Puppet-Master: Scaling Interactive Video Generation as a Motion Prior for Part-Level Dynamics

Ruining Li,Chuanxia Zheng,Christian Rupprecht,Andrea Vedaldi
2024-08-09
Abstract:We present Puppet-Master, an interactive video generative model that can serve as a motion prior for part-level dynamics. At test time, given a single image and a sparse set of motion trajectories (i.e., drags), Puppet-Master can synthesize a video depicting realistic part-level motion faithful to the given drag interactions. This is achieved by fine-tuning a large-scale pre-trained video diffusion model, for which we propose a new conditioning architecture to inject the dragging control effectively. More importantly, we introduce the all-to-first attention mechanism, a drop-in replacement for the widely adopted spatial attention modules, which significantly improves generation quality by addressing the appearance and background issues in existing models. Unlike other motion-conditioned video generators that are trained on in-the-wild videos and mostly move an entire object, Puppet-Master is learned from Objaverse-Animation-HQ, a new dataset of curated part-level motion clips. We propose a strategy to automatically filter out sub-optimal animations and augment the synthetic renderings with meaningful motion trajectories. Puppet-Master generalizes well to real images across various categories and outperforms existing methods in a zero-shot manner on a real-world benchmark. See our project page for more results: <a class="link-external link-http" href="http://vgg-puppetmaster.github.io" rel="external noopener nofollow">this http URL</a>.
Computer Vision and Pattern Recognition,Artificial Intelligence
What problem does this paper attempt to address?

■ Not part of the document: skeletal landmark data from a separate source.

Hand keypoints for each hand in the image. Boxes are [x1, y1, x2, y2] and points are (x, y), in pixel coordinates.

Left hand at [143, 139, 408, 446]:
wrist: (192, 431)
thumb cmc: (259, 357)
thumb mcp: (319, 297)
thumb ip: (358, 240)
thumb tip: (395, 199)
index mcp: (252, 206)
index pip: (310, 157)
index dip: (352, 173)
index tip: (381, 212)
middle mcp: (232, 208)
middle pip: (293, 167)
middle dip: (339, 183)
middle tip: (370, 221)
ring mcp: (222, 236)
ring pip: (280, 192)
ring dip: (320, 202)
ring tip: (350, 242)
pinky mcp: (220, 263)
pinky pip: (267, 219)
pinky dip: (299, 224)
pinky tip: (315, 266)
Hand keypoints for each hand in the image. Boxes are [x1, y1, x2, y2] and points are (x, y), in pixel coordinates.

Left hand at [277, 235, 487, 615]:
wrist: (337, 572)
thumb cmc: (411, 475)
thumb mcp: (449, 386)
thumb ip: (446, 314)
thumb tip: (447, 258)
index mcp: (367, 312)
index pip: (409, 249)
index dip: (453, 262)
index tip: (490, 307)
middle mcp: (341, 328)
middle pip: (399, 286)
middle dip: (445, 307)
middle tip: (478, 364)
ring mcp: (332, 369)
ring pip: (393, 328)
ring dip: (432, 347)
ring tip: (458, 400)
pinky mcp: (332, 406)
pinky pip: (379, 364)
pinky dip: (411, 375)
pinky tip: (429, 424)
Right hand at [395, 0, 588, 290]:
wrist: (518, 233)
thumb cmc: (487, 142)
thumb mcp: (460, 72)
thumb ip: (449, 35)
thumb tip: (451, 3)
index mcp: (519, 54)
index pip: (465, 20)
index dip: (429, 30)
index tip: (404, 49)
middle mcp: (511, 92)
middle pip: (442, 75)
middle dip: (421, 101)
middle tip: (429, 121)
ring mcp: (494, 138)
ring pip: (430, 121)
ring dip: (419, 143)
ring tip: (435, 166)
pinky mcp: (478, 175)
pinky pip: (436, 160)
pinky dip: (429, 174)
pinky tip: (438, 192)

The main goal of this paper is to develop an interactive video generation model called Puppet-Master, which can serve as a motion prior for internal dynamics of objects, particularly part-level dynamics. Specifically, Puppet-Master can synthesize video clips that demonstrate realistic part-level motion given an image and a set of sparse motion trajectories (i.e., drag instructions). To achieve this goal, the researchers employed the following key methods: 1. **Model Improvement**: Fine-tuning a pre-trained large-scale video diffusion model and proposing a new conditional architecture to effectively inject drag control information. Additionally, a "full-to-first-frame" attention mechanism was introduced to significantly enhance the quality of the generated videos. 2. **Dataset Construction**: Utilizing the Objaverse-Animation-HQ dataset, a new dataset containing carefully curated part-level motion clips. The synthetic rendering was enhanced by automatically filtering out suboptimal animations and adding meaningful motion trajectories. 3. **Experimental Validation**: Validating the effectiveness and superiority of Puppet-Master in multiple benchmarks, including good generalization to real-world data in zero-shot scenarios. In summary, this research aims to address the limitations in existing technologies, such as the difficulty of other models in capturing realistic part-level dynamics or issues when handling complex objects. Puppet-Master not only generates high-quality and physically plausible part-level dynamic videos but also generalizes well to different categories of objects and real-world scenes.